Here’s my latest submission to The Fun Times Group Blog!
We’re currently taking a new word each week, beginning with a different letter of the alphabet, from A to Z. This is B (Soooo, I’m a little behind…) Anyways, get over there and check out everyone else’s shit, cause they’re pretty damn awesome!
Luff from Quimbo <3
CHECK IT OUT! ShArt Attack Illustration have managed to wangle our bad selves a stall among the civilized (a-hem) folk of The Big Red this Sunday at the ROCK N ROLL A FAIR! So get yer shitty arsehole out of bed, come on down for a beer between 12 and 5 and you can pick up some of our art’s & tee’s, including our ‘eagerly anticipated’ (by us at least) ”Consequences” book. There’ll likely be some other cool stuff about to get yer grubby mits on aswell, and did we mention beer? Yeah. ‘Nuff said.
They’re here!! Get on over to our shop @ www.shartattack.bigcartel.com and treat yourself to one of our lovely jubbly t-shirts!!

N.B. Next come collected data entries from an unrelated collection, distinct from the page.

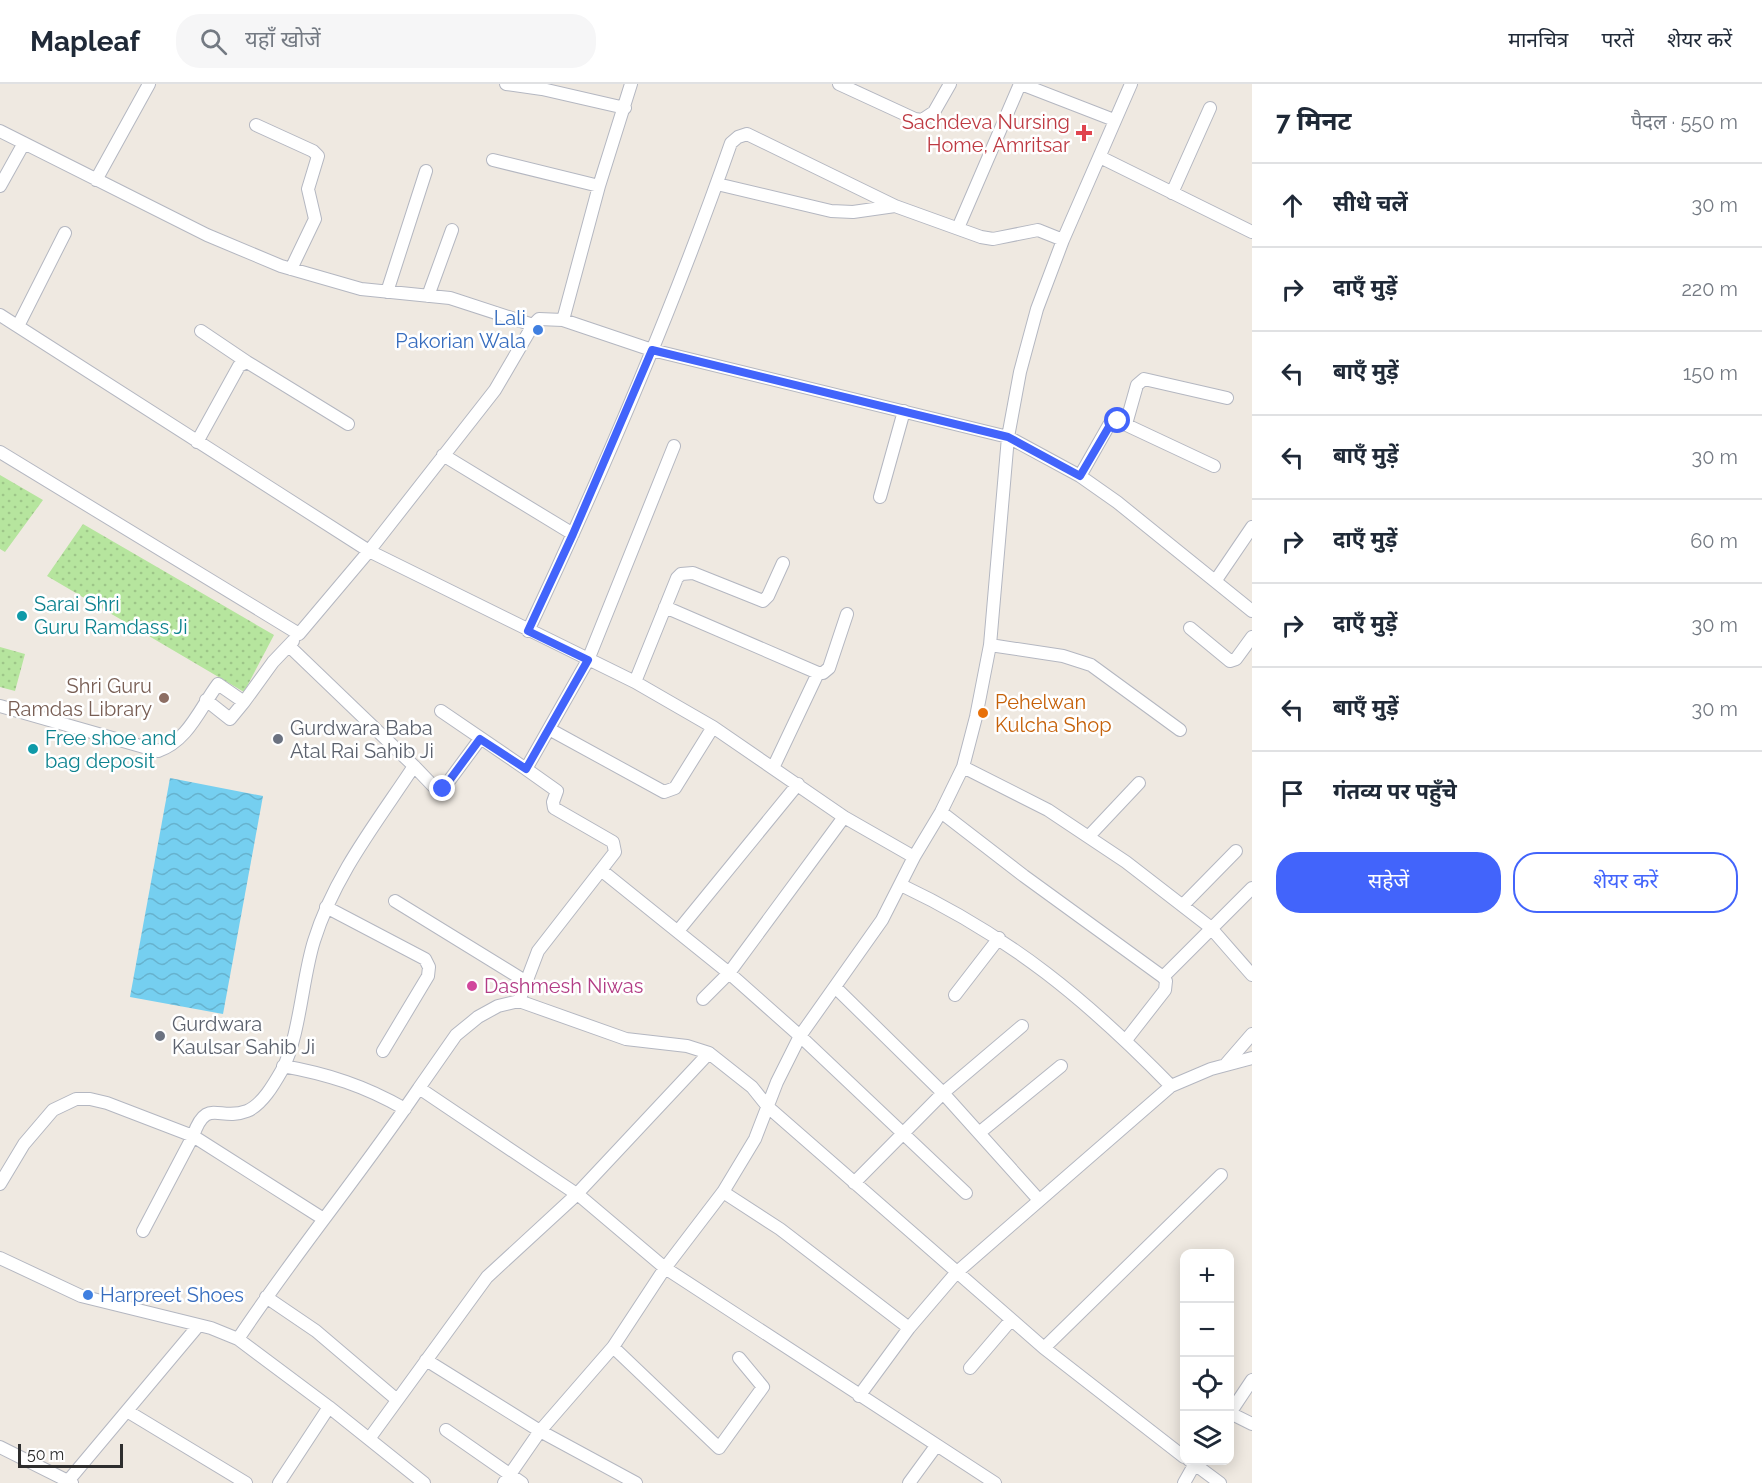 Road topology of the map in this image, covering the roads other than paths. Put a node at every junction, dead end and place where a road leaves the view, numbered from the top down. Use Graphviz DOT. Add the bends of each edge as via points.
graph roads {
  1 [pos="149,84"];
  2 [pos="506,84"];
  3 [pos="631,84"];
  4 [pos="838,84"];
  5 [pos="950,84"];
  6 [pos="1020,84"];
  7 [pos="1131,84"];
  8 [pos="542,86"];
  9 [pos="625,108"];
  10 [pos="1210,108"];
  11 [pos="1114,120"];
  12 [pos="256,125"];
  13 [pos="0,131"];
  14 [pos="24,143"];
  15 [pos="1100,158"];
  16 [pos="493,160"];
  17 [pos="426,171"];
  18 [pos="96,180"];
  19 [pos="717,184"];
  20 [pos="0,186"];
  21 [pos="599,186"];
  22 [pos="1172,193"];
  23 [pos="895,206"];
  24 [pos="958,228"];
  25 [pos="452,230"];
  26 [pos="1252,232"];
  27 [pos="65,233"];
  28 [pos="1063,240"];
  29 [pos="291,269"];
  30 [pos="387,292"];
  31 [pos="428,296"];
  32 [pos="0,315"];
  33 [pos="563,320"];
  34 [pos="533,325"];
  35 [pos="18,326"];
  36 [pos="201,331"];
  37 [pos="652,350"];
  38 [pos="247,362"];
  39 [pos="1227,398"];
  40 [pos="904,411"];
  41 [pos="348,424"];
  42 [pos="1126,424"];
  43 [pos="1008,437"];
  44 [pos="197,442"];
  45 [pos="674,446"];
  46 [pos="0,452"];
  47 [pos="444,455"];
  48 [pos="1214,466"];
  49 [pos="1080,476"];
  50 [pos="880,497"];
  51 [pos="1252,527"];
  52 [pos="573,534"];
  53 [pos="369,551"];
  54 [pos="783,563"];
  55 [pos="1216,580"];
  56 [pos="665,607"];
  57 [pos="1252,611"];
  58 [pos="847,614"];
  59 [pos="1190,628"];
  60 [pos="528,631"];
  61 [pos="300,634"];
  62 [pos="1252,638"];
  63 [pos="990,645"];
  64 [pos="289,646"];
  65 [pos="588,660"];
  66 [pos="818,673"];
  67 [pos="635,682"];
  68 [pos="206,700"];
  69 [pos="244,702"];
  70 [pos="0,706"];
  71 [pos="441,711"];
  72 [pos="713,727"];
  73 [pos="549,729"];
  74 [pos="1180,730"];
  75 [pos="480,739"];
  76 [pos="414,766"];
  77 [pos="963,767"];
  78 [pos="773,768"];
  79 [pos="526,769"];
  80 [pos="1139,783"];
  81 [pos="798,784"];
  82 [pos="941,812"];
  83 [pos="844,817"];
  84 [pos="1090,835"];
  85 [pos="1236,851"];
  86 [pos="914,857"];
  87 [pos="600,870"];
  88 [pos="901,885"];
  89 [pos="1252,888"];
  90 [pos="395,901"];
  91 [pos="1183,905"];
  92 [pos="326,907"];
  93 [pos="1210,927"];
  94 [pos="678,931"];
  95 [pos="999,938"];
  96 [pos="729,973"];
  97 [pos="1252,975"];
  98 [pos="1163,977"];
  99 [pos="525,981"];
  100 [pos="835,987"];
  101 [pos="955,995"];
  102 [pos="703,999"];
  103 [pos="519,1001"];
  104 [pos="1022,1026"];
  105 [pos="1252,1034"];
  106 [pos="800,1036"];
  107 [pos="1126,1040"];
  108 [pos="382,1051"];
  109 [pos="709,1053"];
  110 [pos="1252,1058"];
  111 [pos="1226,1064"];
  112 [pos="284,1066"];
  113 [pos="1061,1066"];
  114 [pos="1171,1086"];
  115 [pos="419,1088"];
  116 [pos="944,1094"];
  117 [pos="768,1107"];
  118 [pos="405,1109"];
  119 [pos="979,1133"];
  120 [pos="901,1134"];
  121 [pos="193,1136"];
  122 [pos="1221,1175"];
  123 [pos="854,1183"];
  124 [pos="0,1184"];
  125 [pos="723,1192"];
  126 [pos="966,1193"];
  127 [pos="575,1196"];
  128 [pos="1039,1200"];
  129 [pos="322,1218"];
  130 [pos="142,1231"];
  131 [pos="0,1258"];
  132 [pos="665,1268"];
  133 [pos="956,1273"];
  134 [pos="266,1297"];
  135 [pos="1011,1320"];
  136 [pos="198,1326"];
  137 [pos="909,1328"];
  138 [pos="238,1339"];
  139 [pos="613,1347"];
  140 [pos="1044,1348"];
  141 [pos="739,1358"];
  142 [pos="426,1360"];
  143 [pos="970,1368"];
  144 [pos="1252,1380"];
  145 [pos="858,1396"];
  146 [pos="396,1399"];
  147 [pos="329,1407"];
  148 [pos="129,1409"];
  149 [pos="1231,1411"];
  150 [pos="1234,1415"];
  151 [pos="1252,1424"];
  152 [pos="446,1430"];
  153 [pos="540,1431"];
  154 [pos="369,1439"];
  155 [pos="936,1446"];
  156 [pos="0,1447"];
  157 [pos="1180,1453"];
  158 [pos="1190,1465"];
  159 [pos="1196,1465"];
  160 [pos="506,1480"];
  161 [pos="70,1482"];
  162 [pos="246,1483"];
  163 [pos="279,1483"];
  164 [pos="424,1483"];
  165 [pos="522,1483"];
  166 [pos="636,1483"];
  167 [pos="909,1483"];
  168 [pos="995,1483"];
  169 [pos="1184,1483"];
  170 [pos="1220,1483"];
  1 -- 18 [label="street"];
  2 -- 8 [label="street"];
  3 -- 9 [label="street"];
  4 -- 5 [label="street" via="922,120 934,112"];
  6 -- 11 [label="street"];
  6 -- 24 [label="street"];
  7 -- 11 [label="street"];
  8 -- 9 [label="street"];
  9 -- 21 [label="street"];
  10 -- 22 [label="street"];
  11 -- 15 [label="street"];
  12 -- 29 [label="street" via="318,156 308,189 315,219"];
  13 -- 14 [label="street"];
  14 -- 18 [label="street"];
  14 -- 20 [label="street"];
  15 -- 22 [label="street"];
  15 -- 28 [label="street"];
  16 -- 21 [label="street"];
  17 -- 30 [label="street"];
  18 -- 29 [label="street" via="207,236"];
  19 -- 23 [label="street" via="831,211 854,213"];
  19 -- 23 [label="street" via="731,143 747,134"];
  19 -- 37 [label="street"];
  21 -- 33 [label="street"];
  22 -- 26 [label="street"];
  23 -- 24 [label="street"];
  24 -- 28 [label="street" via="993,239 1038,230"];
  25 -- 31 [label="street"];
  27 -- 35 [label="street"];
  28 -- 43 [label="street" via="1037,309"];
  29 -- 30 [label="street" via="361,290"];
  30 -- 31 [label="street"];
  31 -- 34 [label="street" via="459,301"];
  32 -- 35 [label="street"];
  33 -- 34 [label="street" via="539,319"];
  33 -- 37 [label="street"];
  34 -- 47 [label="street" via="495,390"];
  35 -- 44 [label="street"];
  36 -- 38 [label="street"];
  37 -- 40 [label="street"];
  37 -- 52 [label="street"];
  38 -- 41 [label="street"];
  38 -- 44 [label="street" via="240,366"];
  39 -- 42 [label="street" via="1144,379 1137,385"];
  40 -- 43 [label="street"];
  40 -- 50 [label="street"];
  42 -- 48 [label="street"];
  42 -- 49 [label="street" via="1118,421 1110,425"];
  43 -- 49 [label="street"];
  43 -- 63 [label="street"];
  44 -- 53 [label="street"];
  45 -- 65 [label="street"];
  46 -- 61 [label="street"];
  47 -- 52 [label="street"];
  47 -- 53 [label="street"];
  49 -- 55 [label="street"];
  51 -- 55 [label="street"];
  52 -- 60 [label="street"];
  53 -- 60 [label="street"];
  53 -- 61 [label="street"];
  54 -- 56 [label="street" via="763,601 686,573 676,578"];
  55 -- 57 [label="street"];
  56 -- 66 [label="street"];
  56 -- 67 [label="street"];
  58 -- 66 [label="street" via="829,668"];
  59 -- 62 [label="street" via="1230,661"];
  60 -- 65 [label="street"];
  61 -- 64 [label="street"];
  63 -- 74 [label="street" via="1063,656 1091,665"];
  63 -- 77 [label="street"];
  64 -- 69 [label="street"];
  64 -- 76 [label="street"];
  65 -- 67 [label="street"];
  65 -- 73 [label="street"];
  66 -- 78 [label="street"];
  67 -- 72 [label="street"];
  68 -- 69 [label="street" via="230,718"];
  68 -- 69 [label="street" via="218,684"];
  68 -- 70 [label="street" via="173,746 159,751"];
  71 -- 75 [label="street"];
  72 -- 73 [label="street" via="675,788 664,792"];
  72 -- 78 [label="street"];
  73 -- 79 [label="street"];
  75 -- 76 [label="street" via="443,789 436,789"];
  75 -- 79 [label="street"];
  76 -- 92 [label="street"];
  77 -- 82 [label="street"];
  77 -- 84 [label="street"];
  78 -- 81 [label="street"];
  79 -- 87 [label="street" via="557,792 554,808 613,842 615,852"];
  80 -- 84 [label="street"];
  81 -- 83 [label="street"];
  81 -- 94 [label="street"];
  82 -- 86 [label="street"];
  82 -- 98 [label="street"];
  83 -- 86 [label="street"];
  83 -- 96 [label="street"];
  84 -- 91 [label="street"];
  85 -- 91 [label="street"];
  86 -- 88 [label="street"];
  87 -- 94 [label="street"];
  87 -- 99 [label="street" via="538,951"];
  88 -- 95 [label="street"];
  88 -- 100 [label="street" via="882,920"];
  89 -- 93 [label="street"];
  90 -- 99 [label="street"];
  91 -- 93 [label="street"];
  92 -- 108 [label="street" via="425,959 429,967 428,976"];
  92 -- 112 [label="street"];
  93 -- 97 [label="street"];
  93 -- 98 [label="street"];
  94 -- 96 [label="street"];
  95 -- 101 [label="street"];
  95 -- 107 [label="street" via="1077,995"];
  96 -- 102 [label="street"];
  96 -- 106 [label="street"];
  98 -- 107 [label="street" via="1165,990"];
  99 -- 103 [label="street"];
  100 -- 106 [label="street"];
  100 -- 116 [label="street"];
  103 -- 109 [label="street" via="626,1039 687,1046"];
  103 -- 115 [label="street" via="498,1006 456,1035"];
  104 -- 116 [label="street"];
  105 -- 111 [label="street"];
  106 -- 117 [label="street"];
  106 -- 120 [label="street"];
  107 -- 114 [label="street"];
  109 -- 117 [label="street" via="752,1087"];
  109 -- 127 [label="street"];
  110 -- 111 [label="street"];
  111 -- 114 [label="street"];
  112 -- 118 [label="street" via="347,1080"];
  112 -- 121 [label="street" via="258,1104 235,1114 204,1114"];
  113 -- 119 [label="street"];
  114 -- 128 [label="street"];
  115 -- 118 [label="street"];
  115 -- 127 [label="street"];
  116 -- 119 [label="street"];
  116 -- 120 [label="street"];
  117 -- 123 [label="street"];
  117 -- 125 [label="street" via="755,1139"];
  118 -- 129 [label="street"];
  119 -- 128 [label="street"];
  120 -- 123 [label="street"];
  120 -- 126 [label="street"];
  121 -- 124 [label="street" via="107,1103 76,1099 53,1110 24,1144"];
  121 -- 129 [label="street"];
  121 -- 130 [label="street"];
  122 -- 140 [label="street"];
  123 -- 133 [label="street"];
  125 -- 132 [label="street"];
  125 -- 137 [label="street" via="780,1229"];
  127 -- 132 [label="street"];
  127 -- 142 [label="street" via="487,1277"];
  128 -- 133 [label="street"];
  129 -- 134 [label="street"];
  131 -- 136 [label="street" via="81,1296"];
  132 -- 139 [label="street"];
  132 -- 145 [label="street"];
  133 -- 135 [label="street"];
  133 -- 137 [label="street"];
  134 -- 138 [label="street"];
  134 -- 146 [label="street" via="316,1331"];
  135 -- 140 [label="street"];
  135 -- 143 [label="street"];
  136 -- 138 [label="street"];
  136 -- 148 [label="street"];
  137 -- 145 [label="street"];
  138 -- 147 [label="street"];
  139 -- 141 [label="street" via="719,1448 763,1387"];
  139 -- 153 [label="street"];
  140 -- 157 [label="street"];
  142 -- 146 [label="street"];
  142 -- 153 [label="street"];
  144 -- 149 [label="street"];
  145 -- 155 [label="street"];
  146 -- 154 [label="street"];
  147 -- 154 [label="street"];
  147 -- 163 [label="street"];
  148 -- 161 [label="street"];
  148 -- 162 [label="street"];
  150 -- 151 [label="street"];
  152 -- 160 [label="street"];
  153 -- 160 [label="street"];
  153 -- 166 [label="street"];
  154 -- 164 [label="street"];
  155 -- 167 [label="street"];
  155 -- 168 [label="street"];
  156 -- 161 [label="street"];
  158 -- 169 [label="street"];
  159 -- 170 [label="street"];
  160 -- 165 [label="street"];
}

‘ello there Shart fans! (as few and far between as you may currently be) This is Quim, part one of two of the ‘ShArt Attack Illustration’ organisation, ‘ere to fill you in a bit on what we’re up to at the moment. I indulged in a spot of blogging before on Quim Illustration and thought it might be good to get back in to the swing of things, possibly weekly, here on Tumblr (now all the cool kids are doin’ it and that) as it’s also a good tool (not only for self-indulgent networking and shameless self-promotion) but also to keep the ball rolling on current projects.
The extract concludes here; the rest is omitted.